Molecular genetic and immunophenotypical analysis of Pax6 transcription factor and neural differentiation markers in human fetal neocortex and retina in vivo and in vitro.

Neurotransplantation of various cells, including heterotransplantation of fetal cerebral stem/progenitor cells into the eye is used in experimental studies of central nervous tissue repair during neurodegeneration. For evaluation of this approach, human fetal (weeks 9-20) stem/progenitor cells of the neocortex and retina were studied in vivo and in vitro by quantitative PCR and immunohistochemical staining. Native tissues and cultures were characterized by expression of Pax6 transcription factor (critical for the development of the retina and neocortex) and differentiation markers (nestin, betaIII-tubulin, glial fibrillary acidic protein, recoverin, NeuN, neurofilaments, Ki-67). The expression of Pax6 gene in the retina during active neurogenesis was stable and much higher than in the neocortex.

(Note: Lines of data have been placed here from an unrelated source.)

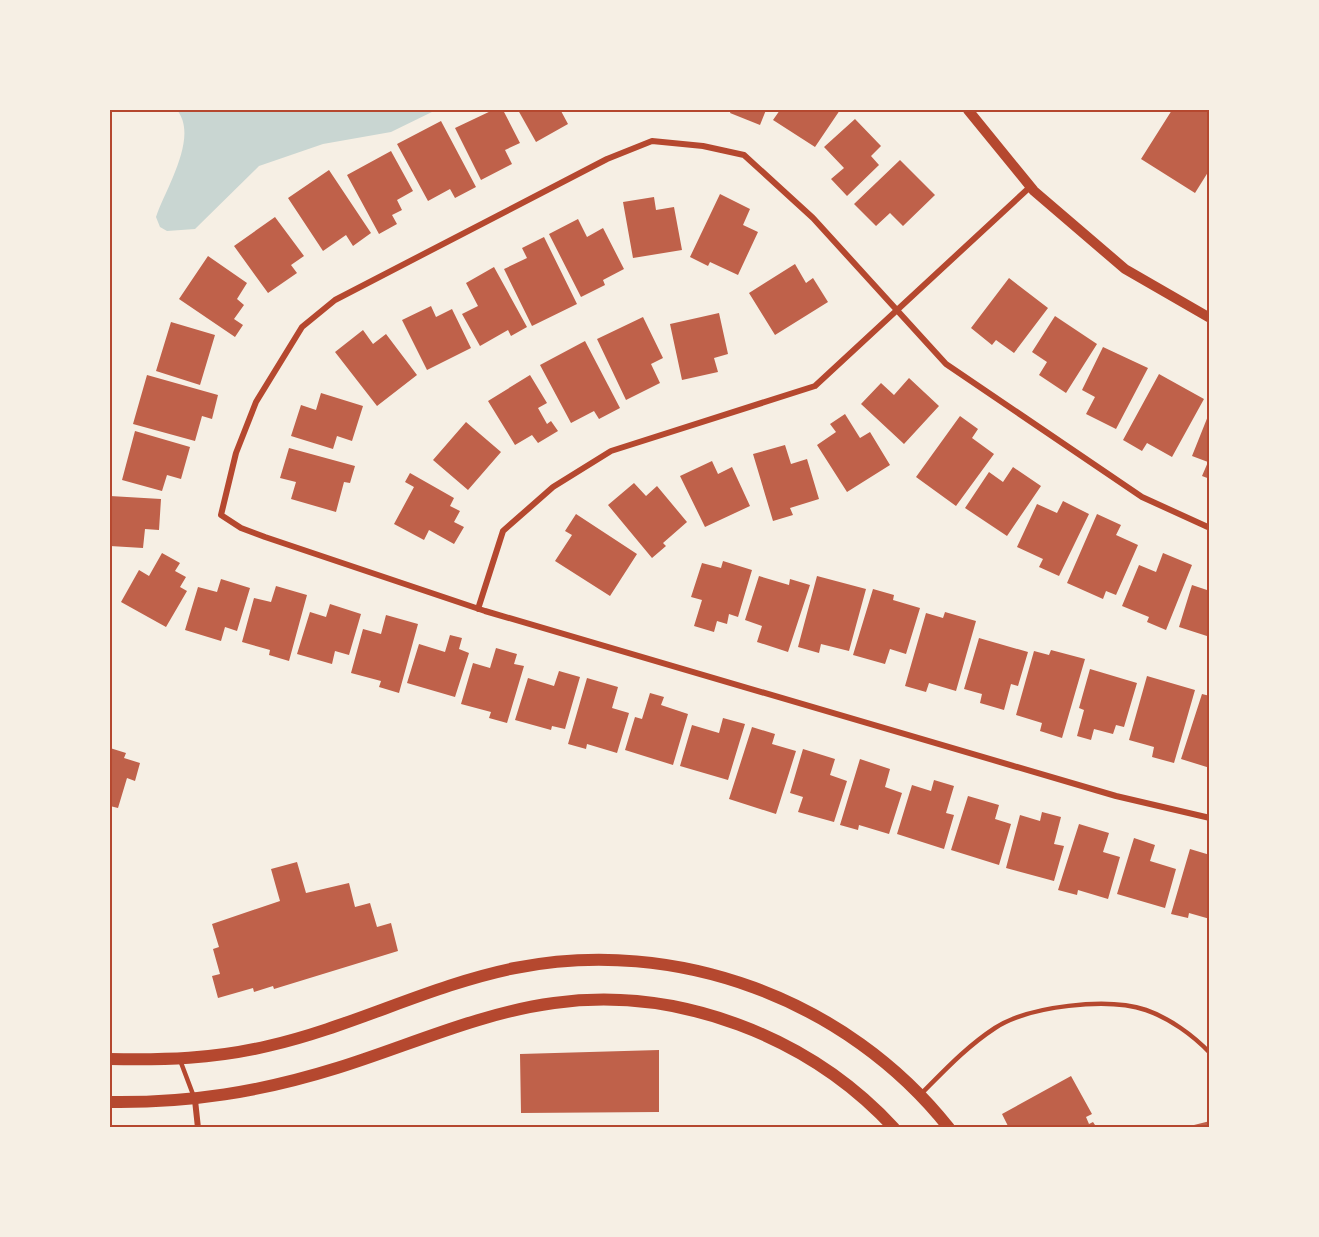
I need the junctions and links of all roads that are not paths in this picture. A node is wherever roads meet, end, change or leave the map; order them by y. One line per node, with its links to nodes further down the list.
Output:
1 (968, 110): 2 (street)
2 (1030, 187): 3 (street); 4 (street)
3 (898, 311): 5 (street); 6 (street); 6 (street)
4 (1209, 318)
5 (1209, 528)
6 (478, 609): 7 (street)
7 (1209, 818)
8 (1209, 1053): 11 (lane)
9 (110, 1059): 10 (main road)
10 (180, 1060): 11 (main road); 12 (lane)
11 (920, 1095): 16 (main road)
12 (195, 1100): 13 (main road); 14 (street); 15 (main road)
13 (110, 1102)
14 (198, 1128)
15 (894, 1128)
16 (949, 1128)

In primary cultures, the pattern of Pax6 gene expression is retained and repeats that in native tissues. Immunohistochemical analysis revealed similarity of nestin and betaIII-tubulin expression in the neocortex and retina during the early (9-10 weeks) and later (20 weeks) periods and differences in cell phenotypes and their distribution. Culture studies showed that neocortical and retinal stem/progenitor cells are determined and exhibit specific differentiation characteristic of the corresponding native tissues. It can be hypothesized that heterotransplantation of the cerebral progenitor cells into the retina of experimental animals can lead to realization of their neurotrophic effect, but not to their functional integration.